(Stored data)
* * * *
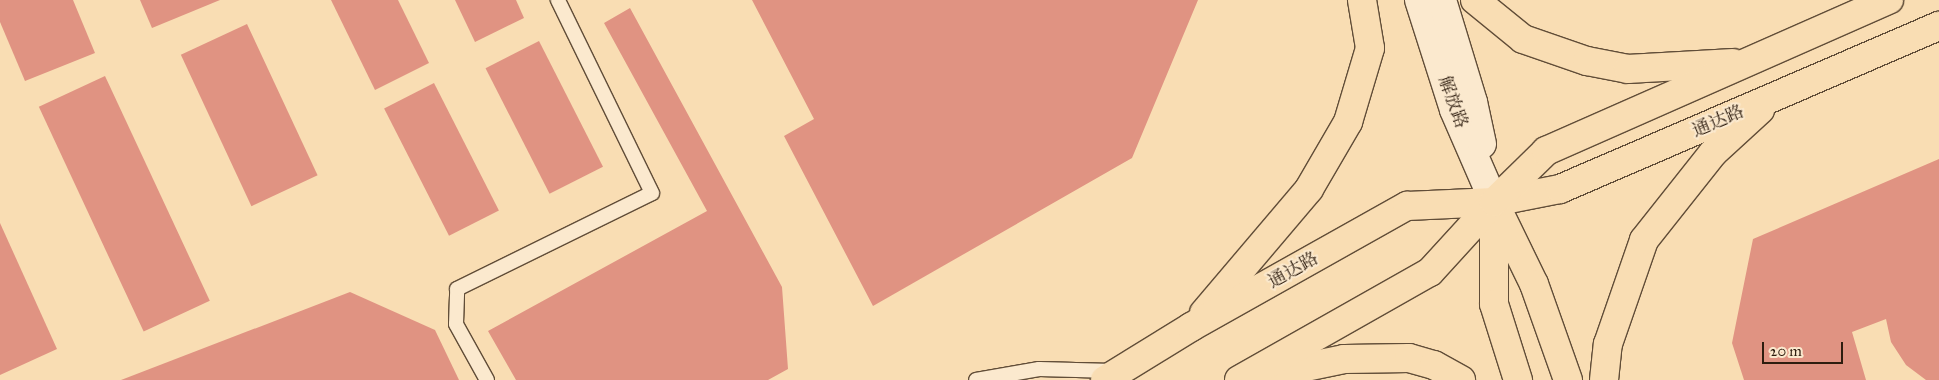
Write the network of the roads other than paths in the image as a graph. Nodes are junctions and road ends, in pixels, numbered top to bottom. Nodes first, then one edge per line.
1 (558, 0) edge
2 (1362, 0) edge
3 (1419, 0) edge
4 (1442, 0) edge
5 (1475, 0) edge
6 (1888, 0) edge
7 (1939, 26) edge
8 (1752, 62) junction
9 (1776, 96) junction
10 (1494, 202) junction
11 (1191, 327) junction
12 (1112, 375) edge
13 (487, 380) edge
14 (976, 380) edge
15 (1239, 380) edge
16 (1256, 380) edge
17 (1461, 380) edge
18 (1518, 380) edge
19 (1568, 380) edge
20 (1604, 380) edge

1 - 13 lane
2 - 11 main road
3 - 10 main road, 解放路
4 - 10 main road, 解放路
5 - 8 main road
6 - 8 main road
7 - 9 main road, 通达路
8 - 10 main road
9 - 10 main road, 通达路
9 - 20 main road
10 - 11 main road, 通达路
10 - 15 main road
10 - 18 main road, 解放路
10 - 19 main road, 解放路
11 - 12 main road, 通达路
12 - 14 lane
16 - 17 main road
* * * *
[ACTION ITEM] An answer that restates all the entries exactly and drops the images is what is needed.

[RESULT OF THE TASK]
Write the network of the roads other than paths in the image as a graph. Nodes are junctions and road ends, in pixels, numbered top to bottom. Nodes first, then one edge per line.
1 (558, 0) edge
2 (1362, 0) edge
3 (1419, 0) edge
4 (1442, 0) edge
5 (1475, 0) edge
6 (1888, 0) edge
7 (1939, 26) edge
8 (1752, 62) junction
9 (1776, 96) junction
10 (1494, 202) junction
11 (1191, 327) junction
12 (1112, 375) edge
13 (487, 380) edge
14 (976, 380) edge
15 (1239, 380) edge
16 (1256, 380) edge
17 (1461, 380) edge
18 (1518, 380) edge
19 (1568, 380) edge
20 (1604, 380) edge

1 - 13 lane
2 - 11 main road
3 - 10 main road, 解放路
4 - 10 main road, 解放路
5 - 8 main road
6 - 8 main road
7 - 9 main road, 通达路
8 - 10 main road
9 - 10 main road, 通达路
9 - 20 main road
10 - 11 main road, 通达路
10 - 15 main road
10 - 18 main road, 解放路
10 - 19 main road, 解放路
11 - 12 main road, 通达路
12 - 14 lane
16 - 17 main road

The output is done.